Watch conditions as I go up the hill from Tygh Valley to Blue Box Pass Summit at 4000′, Frog Lake, merge onto Highway 26 at 3735′, and Government Camp here.

I Want the Napkin!

The question I’m pondering on Thursday morning is whether to ride up at o’dark thirty and crawl my way in the cold night when no other cars are around or wait until what heat there might of the day to melt the slushy roadway, but with many cars around.  I’ll probably go the latter option on this one as I want a good night of rest Thursday to do what is a 900 mile ride in less than 24 hours.

If Government Camp isn’t reachable…so be it.  I’ll as far as safe, turn around, loop to Portland area via Hood Rive,  and snag the other possible bonuses.

Ride Plan (Estimated Times)

  • Depart Tri-Cities – 6-7 a.m., Friday, February 28
  • Begin route at Rufus, OR – 9 a.m.
  • Important Trout Lake & Glenwood, WA Bonuses – 10:30-11:00 a.m.
  • Critical Government Camp Bonus – 1 p.m.
  • Astoria – 5 p.m.
  • West of Portland option to stop at 8 or 9 and and sleep for 6-8 hours
  • End route at or near Sweet Home, OR – Midnight (or morning before 9 a.m. if I stopped earlier)

Note that I have 24 hours from the first bonus to complete the ride.  I may end up using it all.

Technology Testing

On this ride I’m also trying a little technological experiment. I have TWO different GPS tracking devices. I’m trying my new SPOT 3 unit out and I’m trying my iPhone running the recently released SWConnect app in parallel.

SPOT 3 Satellite Transmission

 

SWConnect and iPhone Cellular Data

They both will provide GPS coordinates, but have different performance characteristics.  The biggest difference is that the iPhone with SWConnect will NOT transmit a position unless I’m in cell phone data range.  If I’m out of range it will “buffer” those locations and report them in a burst as soon as I’m back in range to transmit data.  The SWConnect is free (in that the app is free and I already have an iPhone).  The SPOT unit cost me about $150, but I also pay about $175 a year in a fee for the tracking service.

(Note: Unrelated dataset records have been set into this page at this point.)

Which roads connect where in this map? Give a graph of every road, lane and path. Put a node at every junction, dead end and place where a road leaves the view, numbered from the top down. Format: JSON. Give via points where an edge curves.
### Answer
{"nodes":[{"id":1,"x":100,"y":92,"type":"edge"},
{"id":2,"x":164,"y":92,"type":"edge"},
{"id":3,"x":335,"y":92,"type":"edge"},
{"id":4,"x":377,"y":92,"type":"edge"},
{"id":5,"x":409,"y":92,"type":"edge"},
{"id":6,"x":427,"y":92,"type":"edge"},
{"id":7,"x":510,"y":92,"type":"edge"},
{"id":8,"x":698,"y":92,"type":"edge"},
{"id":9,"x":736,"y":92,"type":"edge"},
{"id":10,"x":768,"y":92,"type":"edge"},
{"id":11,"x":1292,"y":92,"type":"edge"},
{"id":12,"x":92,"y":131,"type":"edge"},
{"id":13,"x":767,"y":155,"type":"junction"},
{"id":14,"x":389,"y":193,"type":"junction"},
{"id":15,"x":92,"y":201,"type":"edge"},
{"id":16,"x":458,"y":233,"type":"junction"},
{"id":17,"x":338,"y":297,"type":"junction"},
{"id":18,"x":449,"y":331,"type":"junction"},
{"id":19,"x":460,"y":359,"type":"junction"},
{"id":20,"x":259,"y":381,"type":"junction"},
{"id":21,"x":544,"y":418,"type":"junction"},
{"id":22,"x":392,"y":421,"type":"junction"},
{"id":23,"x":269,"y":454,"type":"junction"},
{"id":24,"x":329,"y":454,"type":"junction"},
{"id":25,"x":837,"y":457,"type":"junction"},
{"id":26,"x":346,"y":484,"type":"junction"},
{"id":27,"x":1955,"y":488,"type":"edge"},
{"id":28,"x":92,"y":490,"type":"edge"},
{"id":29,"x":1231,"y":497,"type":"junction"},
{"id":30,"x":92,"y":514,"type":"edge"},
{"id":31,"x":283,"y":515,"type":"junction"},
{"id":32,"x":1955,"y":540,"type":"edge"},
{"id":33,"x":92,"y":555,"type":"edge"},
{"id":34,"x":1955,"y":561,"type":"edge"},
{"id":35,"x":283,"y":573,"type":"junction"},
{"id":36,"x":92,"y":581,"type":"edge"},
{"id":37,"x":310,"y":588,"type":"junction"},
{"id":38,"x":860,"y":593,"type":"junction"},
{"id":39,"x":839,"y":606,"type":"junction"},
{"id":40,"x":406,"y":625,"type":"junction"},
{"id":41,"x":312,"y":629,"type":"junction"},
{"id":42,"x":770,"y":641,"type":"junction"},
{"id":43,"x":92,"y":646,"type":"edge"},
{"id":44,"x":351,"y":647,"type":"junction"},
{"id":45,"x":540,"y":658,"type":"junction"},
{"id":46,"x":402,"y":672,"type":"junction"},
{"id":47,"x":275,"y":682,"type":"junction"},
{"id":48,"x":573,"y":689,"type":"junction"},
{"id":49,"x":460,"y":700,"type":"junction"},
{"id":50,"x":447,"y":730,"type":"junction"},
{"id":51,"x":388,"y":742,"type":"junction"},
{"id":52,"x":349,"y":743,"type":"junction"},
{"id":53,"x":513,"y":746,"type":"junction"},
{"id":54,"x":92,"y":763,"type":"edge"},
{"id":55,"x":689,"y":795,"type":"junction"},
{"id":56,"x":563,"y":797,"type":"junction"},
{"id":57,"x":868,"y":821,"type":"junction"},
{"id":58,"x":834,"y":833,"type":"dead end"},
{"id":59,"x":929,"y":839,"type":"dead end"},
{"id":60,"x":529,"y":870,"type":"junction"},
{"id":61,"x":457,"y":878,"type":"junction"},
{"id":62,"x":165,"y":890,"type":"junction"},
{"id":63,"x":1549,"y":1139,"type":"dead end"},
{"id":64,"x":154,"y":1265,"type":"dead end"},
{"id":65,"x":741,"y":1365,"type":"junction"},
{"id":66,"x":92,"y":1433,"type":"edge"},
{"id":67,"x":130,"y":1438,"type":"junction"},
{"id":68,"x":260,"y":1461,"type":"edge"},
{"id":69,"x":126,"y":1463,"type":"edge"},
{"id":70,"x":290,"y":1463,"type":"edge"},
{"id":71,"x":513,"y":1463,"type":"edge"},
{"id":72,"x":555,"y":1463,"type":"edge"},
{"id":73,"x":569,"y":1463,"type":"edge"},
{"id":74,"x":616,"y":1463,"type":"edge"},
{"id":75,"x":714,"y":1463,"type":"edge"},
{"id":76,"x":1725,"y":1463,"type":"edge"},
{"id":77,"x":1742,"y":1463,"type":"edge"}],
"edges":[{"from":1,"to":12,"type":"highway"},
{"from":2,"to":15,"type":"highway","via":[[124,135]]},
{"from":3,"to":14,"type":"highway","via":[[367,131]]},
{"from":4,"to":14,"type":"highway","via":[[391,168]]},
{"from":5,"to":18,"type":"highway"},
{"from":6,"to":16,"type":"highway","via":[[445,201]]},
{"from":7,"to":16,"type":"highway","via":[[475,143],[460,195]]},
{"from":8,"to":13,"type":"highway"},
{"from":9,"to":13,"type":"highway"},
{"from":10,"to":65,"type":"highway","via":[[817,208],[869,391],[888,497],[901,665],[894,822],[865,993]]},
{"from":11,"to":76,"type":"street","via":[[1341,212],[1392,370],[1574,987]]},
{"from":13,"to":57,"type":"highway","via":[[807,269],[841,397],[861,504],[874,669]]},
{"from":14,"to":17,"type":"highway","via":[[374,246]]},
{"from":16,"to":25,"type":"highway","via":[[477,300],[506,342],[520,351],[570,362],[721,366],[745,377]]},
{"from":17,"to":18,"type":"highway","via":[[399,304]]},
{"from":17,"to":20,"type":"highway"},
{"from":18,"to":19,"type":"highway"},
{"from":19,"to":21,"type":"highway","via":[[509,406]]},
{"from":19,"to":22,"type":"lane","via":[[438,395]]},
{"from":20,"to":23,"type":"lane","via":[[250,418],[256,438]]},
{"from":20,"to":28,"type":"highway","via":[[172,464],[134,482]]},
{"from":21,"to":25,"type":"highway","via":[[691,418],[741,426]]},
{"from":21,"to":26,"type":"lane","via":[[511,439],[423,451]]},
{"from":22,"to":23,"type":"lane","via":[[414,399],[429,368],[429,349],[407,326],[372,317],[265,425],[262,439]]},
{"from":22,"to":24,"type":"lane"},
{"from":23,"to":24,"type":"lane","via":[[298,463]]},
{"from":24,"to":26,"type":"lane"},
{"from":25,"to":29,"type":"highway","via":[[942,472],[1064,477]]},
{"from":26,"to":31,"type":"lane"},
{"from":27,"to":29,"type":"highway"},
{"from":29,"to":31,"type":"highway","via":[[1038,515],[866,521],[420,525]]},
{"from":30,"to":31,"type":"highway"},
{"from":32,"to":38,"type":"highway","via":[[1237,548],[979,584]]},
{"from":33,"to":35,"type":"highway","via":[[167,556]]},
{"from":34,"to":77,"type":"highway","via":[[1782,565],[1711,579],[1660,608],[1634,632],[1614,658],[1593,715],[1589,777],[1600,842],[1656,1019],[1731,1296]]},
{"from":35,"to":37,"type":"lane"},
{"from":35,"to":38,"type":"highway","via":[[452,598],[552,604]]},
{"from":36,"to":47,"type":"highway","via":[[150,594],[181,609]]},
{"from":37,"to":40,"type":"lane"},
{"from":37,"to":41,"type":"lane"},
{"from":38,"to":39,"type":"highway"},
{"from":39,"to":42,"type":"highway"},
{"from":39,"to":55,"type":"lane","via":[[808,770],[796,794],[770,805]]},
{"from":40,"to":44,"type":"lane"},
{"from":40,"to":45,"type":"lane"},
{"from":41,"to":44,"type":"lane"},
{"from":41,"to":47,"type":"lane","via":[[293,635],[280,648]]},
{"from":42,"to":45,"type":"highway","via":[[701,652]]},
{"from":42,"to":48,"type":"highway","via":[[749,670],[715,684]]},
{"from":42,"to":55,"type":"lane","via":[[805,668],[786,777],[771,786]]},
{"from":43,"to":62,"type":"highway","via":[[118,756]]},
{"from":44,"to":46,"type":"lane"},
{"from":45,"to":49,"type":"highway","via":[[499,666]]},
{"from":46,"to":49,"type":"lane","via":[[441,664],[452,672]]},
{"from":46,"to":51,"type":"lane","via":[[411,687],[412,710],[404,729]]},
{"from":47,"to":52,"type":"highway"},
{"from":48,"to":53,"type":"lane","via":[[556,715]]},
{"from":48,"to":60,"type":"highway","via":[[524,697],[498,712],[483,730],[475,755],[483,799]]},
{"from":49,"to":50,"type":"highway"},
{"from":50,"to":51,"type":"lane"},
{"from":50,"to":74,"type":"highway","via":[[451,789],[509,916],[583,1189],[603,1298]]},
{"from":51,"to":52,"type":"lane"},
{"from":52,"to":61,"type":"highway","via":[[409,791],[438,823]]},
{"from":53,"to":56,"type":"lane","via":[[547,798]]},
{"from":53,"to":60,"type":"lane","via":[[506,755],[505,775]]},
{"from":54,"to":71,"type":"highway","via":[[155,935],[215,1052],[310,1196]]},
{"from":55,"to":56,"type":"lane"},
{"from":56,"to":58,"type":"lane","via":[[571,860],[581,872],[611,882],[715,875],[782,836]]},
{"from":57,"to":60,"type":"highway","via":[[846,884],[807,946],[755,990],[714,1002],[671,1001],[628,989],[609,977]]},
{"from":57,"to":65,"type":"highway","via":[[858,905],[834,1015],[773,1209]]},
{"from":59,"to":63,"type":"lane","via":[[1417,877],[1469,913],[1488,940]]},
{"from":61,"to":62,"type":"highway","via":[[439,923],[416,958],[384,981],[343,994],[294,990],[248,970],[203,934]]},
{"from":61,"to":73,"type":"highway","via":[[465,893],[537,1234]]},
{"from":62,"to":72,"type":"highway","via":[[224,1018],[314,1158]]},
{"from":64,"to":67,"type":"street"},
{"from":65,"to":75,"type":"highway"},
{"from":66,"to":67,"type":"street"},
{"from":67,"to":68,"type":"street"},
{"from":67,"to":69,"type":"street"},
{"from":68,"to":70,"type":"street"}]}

Additional differences will be the reporting frequency.  The SPOT is set at 10 minutes (unless I want to go to the $225 level) and the iPhone can go from 1-10 minutes depending on how I change the application.  Since it cost nothing…that’s a bargain.   With SWConnect I can also choose about 10 different custom messages…where the SPOT has technically only 1 “custom” message.

After The List of Bonuses

After the LC bonuses (with a few libraries thrown in)–I’ll find myself in the Corvallis area probably around midnight Friday.  Get some sleep at a hotel, and then ride around Saturday for some more bonuses in the area and aim for Portland area Saturday night.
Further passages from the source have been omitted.